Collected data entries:
Segment Open

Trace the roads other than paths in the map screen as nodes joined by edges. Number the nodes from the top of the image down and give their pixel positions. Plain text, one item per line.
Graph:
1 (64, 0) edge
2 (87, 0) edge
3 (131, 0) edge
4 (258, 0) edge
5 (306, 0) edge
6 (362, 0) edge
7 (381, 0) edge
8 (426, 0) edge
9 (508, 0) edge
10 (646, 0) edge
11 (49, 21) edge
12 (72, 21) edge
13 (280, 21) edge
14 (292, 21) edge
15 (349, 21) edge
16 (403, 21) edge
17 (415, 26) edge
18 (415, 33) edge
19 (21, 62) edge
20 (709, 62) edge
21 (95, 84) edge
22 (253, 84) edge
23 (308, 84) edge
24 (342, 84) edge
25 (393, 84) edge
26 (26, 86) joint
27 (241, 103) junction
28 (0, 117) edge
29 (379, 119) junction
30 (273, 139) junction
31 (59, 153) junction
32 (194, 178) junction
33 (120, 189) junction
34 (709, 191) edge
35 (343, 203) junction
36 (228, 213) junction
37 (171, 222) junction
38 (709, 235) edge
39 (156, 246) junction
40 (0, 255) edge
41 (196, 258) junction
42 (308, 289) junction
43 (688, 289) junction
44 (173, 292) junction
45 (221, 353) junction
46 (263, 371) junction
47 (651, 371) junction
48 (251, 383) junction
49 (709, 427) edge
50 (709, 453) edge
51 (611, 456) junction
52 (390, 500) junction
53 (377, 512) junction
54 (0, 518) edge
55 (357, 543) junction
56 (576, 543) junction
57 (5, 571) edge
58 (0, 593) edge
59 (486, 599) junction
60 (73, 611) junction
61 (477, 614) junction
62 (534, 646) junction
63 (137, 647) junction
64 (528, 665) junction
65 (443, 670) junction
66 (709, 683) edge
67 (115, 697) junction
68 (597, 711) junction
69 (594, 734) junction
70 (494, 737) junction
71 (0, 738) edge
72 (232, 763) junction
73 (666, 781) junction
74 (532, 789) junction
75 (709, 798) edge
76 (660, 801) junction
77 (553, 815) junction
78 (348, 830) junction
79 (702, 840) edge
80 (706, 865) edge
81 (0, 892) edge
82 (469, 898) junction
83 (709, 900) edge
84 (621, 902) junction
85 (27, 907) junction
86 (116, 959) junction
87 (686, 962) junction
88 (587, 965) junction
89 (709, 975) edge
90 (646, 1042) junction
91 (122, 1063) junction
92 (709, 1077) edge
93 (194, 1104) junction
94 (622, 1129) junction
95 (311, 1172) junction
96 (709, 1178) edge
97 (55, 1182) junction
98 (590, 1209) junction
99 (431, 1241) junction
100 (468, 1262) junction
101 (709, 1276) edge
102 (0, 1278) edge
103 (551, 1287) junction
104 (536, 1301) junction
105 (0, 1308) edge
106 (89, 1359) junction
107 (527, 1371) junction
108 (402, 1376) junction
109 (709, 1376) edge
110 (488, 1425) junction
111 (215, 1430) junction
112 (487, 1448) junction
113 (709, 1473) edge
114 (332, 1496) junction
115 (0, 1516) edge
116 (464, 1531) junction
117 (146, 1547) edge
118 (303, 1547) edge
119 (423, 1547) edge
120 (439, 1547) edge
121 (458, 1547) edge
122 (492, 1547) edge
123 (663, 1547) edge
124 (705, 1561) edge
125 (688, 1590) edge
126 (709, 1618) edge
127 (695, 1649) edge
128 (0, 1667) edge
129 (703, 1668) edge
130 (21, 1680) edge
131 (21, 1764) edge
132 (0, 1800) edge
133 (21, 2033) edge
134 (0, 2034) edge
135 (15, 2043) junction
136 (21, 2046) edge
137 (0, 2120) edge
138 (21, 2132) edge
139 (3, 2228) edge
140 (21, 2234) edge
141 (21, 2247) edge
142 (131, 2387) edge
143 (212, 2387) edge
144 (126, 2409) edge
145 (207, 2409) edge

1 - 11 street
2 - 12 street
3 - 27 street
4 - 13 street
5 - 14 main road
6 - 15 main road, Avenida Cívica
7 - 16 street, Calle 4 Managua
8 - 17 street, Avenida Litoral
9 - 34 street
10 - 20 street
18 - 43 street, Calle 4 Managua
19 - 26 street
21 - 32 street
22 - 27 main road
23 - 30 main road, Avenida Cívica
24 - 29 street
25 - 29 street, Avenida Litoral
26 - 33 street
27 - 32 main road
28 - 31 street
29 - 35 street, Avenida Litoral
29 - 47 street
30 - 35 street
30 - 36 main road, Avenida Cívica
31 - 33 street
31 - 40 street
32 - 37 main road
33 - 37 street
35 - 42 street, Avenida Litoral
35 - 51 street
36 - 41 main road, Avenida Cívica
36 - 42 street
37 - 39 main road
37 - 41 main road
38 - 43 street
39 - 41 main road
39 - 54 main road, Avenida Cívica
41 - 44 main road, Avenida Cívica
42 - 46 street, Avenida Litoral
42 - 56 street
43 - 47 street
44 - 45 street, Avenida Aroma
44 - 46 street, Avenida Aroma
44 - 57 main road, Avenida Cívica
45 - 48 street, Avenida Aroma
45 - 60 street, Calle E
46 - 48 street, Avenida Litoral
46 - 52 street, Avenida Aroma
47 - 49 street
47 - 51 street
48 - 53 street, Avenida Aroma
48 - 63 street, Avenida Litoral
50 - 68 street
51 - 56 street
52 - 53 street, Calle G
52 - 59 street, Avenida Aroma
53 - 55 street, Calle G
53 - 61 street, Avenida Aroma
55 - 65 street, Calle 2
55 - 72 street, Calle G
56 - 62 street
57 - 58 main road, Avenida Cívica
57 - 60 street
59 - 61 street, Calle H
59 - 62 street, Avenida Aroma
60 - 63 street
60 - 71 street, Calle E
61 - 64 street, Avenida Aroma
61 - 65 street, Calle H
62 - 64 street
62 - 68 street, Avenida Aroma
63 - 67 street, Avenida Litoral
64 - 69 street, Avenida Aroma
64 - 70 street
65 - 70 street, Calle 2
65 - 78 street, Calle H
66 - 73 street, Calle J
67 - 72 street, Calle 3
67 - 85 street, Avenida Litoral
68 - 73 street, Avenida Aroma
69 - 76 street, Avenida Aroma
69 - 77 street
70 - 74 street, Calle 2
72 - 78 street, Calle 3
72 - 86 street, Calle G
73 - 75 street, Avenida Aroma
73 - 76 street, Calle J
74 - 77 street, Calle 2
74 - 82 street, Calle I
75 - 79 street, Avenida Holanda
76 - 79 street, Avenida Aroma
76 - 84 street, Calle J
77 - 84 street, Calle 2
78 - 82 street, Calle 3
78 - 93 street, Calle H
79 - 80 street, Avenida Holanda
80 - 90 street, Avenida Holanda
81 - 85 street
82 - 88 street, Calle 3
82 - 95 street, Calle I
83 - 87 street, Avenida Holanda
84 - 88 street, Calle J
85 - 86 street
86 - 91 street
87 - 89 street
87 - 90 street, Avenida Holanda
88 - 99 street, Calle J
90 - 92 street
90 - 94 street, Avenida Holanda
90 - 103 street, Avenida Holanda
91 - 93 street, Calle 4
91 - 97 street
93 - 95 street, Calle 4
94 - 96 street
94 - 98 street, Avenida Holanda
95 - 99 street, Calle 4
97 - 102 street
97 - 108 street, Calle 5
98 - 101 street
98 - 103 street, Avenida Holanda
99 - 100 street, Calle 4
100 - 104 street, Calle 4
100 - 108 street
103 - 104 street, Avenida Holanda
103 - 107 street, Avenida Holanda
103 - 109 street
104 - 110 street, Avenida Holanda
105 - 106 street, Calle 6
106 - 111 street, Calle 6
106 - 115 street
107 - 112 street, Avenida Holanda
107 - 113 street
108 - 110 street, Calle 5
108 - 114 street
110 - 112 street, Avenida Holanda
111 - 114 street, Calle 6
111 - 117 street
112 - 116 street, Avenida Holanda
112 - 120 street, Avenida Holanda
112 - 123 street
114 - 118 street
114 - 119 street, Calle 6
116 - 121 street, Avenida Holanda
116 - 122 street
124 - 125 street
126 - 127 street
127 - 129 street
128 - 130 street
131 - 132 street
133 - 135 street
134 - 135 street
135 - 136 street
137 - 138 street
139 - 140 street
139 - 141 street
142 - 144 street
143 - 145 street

Segment Closed

* What to work on *
What lines in the entries contain "Cívica"? Report each one by copying it.

* Result of this exercise *
6 - 15 main road, Avenida Cívica
23 - 30 main road, Avenida Cívica
30 - 36 main road, Avenida Cívica
36 - 41 main road, Avenida Cívica
39 - 54 main road, Avenida Cívica
41 - 44 main road, Avenida Cívica
44 - 57 main road, Avenida Cívica
57 - 58 main road, Avenida Cívica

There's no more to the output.